I was recently working on making an existing Windows-only library of SIMD functions cross-platform i.e. making everything work in Linux. Here I'm going to highlight some problems I encountered in the process; hopefully it will help someone if they encounter something similar too.

The Windows (MSVC) function

Intrinsics are usually tied to compiler implementations. The one that gave me issues was a bunch of trigonometric functions. Let's use the SSE version that works on floats; in MSVC this was implemented as a simple

__m128 _mm_cos_ps(__m128 a)

This function, and others like it, simply do not exist in GCC implementations, at least not explicitly.
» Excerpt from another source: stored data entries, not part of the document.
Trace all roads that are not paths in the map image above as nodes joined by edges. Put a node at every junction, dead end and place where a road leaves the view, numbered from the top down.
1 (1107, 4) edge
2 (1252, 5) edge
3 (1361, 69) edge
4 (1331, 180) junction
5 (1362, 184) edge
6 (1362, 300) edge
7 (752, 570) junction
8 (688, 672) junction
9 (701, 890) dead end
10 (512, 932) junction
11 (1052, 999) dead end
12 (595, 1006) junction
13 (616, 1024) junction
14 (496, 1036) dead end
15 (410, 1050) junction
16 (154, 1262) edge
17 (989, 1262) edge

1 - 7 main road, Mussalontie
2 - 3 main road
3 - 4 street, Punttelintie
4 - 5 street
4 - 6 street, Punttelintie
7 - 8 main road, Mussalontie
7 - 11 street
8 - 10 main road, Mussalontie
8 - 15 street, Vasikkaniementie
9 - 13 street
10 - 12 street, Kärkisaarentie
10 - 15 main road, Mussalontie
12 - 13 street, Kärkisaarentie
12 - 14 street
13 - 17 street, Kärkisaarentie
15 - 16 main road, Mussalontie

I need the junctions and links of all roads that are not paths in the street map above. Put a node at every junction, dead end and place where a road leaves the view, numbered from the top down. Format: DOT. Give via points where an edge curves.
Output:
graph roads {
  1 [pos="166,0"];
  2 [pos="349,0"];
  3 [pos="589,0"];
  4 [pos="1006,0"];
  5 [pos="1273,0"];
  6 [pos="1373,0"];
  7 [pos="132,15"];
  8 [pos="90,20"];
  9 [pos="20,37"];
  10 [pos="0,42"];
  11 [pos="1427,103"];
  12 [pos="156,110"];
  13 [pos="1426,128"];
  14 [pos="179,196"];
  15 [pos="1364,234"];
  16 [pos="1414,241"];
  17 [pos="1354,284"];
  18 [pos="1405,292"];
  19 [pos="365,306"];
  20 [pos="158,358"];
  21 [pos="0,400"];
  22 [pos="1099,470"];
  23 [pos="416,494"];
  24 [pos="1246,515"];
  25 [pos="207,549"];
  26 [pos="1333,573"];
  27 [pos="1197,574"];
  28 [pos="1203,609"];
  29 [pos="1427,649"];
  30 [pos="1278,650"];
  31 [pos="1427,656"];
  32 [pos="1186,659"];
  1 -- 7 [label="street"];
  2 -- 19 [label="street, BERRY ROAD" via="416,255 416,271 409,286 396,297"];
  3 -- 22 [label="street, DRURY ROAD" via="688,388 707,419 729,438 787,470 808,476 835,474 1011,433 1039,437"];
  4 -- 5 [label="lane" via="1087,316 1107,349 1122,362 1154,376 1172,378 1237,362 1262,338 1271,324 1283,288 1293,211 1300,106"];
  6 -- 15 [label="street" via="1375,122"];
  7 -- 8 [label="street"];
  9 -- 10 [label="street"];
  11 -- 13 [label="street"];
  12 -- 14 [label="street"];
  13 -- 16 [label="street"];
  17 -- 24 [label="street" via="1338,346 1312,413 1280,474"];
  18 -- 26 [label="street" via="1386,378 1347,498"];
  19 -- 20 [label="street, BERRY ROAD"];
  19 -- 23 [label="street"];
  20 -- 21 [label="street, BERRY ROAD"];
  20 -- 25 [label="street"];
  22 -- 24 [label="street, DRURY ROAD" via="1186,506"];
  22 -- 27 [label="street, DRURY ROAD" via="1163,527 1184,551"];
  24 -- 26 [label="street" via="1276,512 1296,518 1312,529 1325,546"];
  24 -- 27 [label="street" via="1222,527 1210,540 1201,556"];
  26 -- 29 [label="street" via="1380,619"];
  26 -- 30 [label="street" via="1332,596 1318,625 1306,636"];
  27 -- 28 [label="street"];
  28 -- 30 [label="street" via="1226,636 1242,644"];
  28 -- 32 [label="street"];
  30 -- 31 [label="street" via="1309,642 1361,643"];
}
As such, there is no way to direct a call an SIMD vector to a simple cos() function for evaluation. Why I highlighted simple will become clear in a minute.

How GCC handles it

GCC does, of course, have a way to vectorise these operations through its -ffast-math flag. Using this and a standard -O3, we can see that a simple function like

void manyCos(const float *x, float* y)
{
	for (int i = 0; i < 4000; ++i)
		y[i] = cosf(x[i]);
}

gets turned into assembly that looks like

lea rdx, [rdi+4]
mov rax, rsi
push r12
mov r12, rsi
sub rax, rdx
push rbp
mov rbp, rdi
push rbx
xor ebx, ebx
cmp rax, 8
jbe .L2

.L3:
movups xmm0, XMMWORD PTR [rbp+0+rbx]
call _ZGVbN4v_cosf
movups XMMWORD PTR [r12+rbx], xmm0
add rbx, 16
cmp rbx, 16000
jne .L3

.L1:
pop rbx
pop rbp
pop r12
ret

.L2:
movss xmm0, DWORD PTR [rbp+0+rbx]
call cosf
movss DWORD PTR [r12+rbx], xmm0
add rbx, 4
cmp rbx, 16000
jne .L2
jmp .L1

Now we can see this calls a particular intrinsic that looks like

_ZGVbN4v_cosf

This is a special routine that comes from libmvec, which is a vector library that comes coupled inside glibc. GCC automatically uses this library when it is asked to vectorise more involved mathematical functions like cosf, sinf, logf etc (and their double variants of course).

But how do we manually call `libmvec` functions then?

The link above should make it clear that there is no intended use-case to manually call stuff in libmvec. Indeed, the vector ABI it uses also doesn’t correspond to the typical C++ name-mangling of symbol names.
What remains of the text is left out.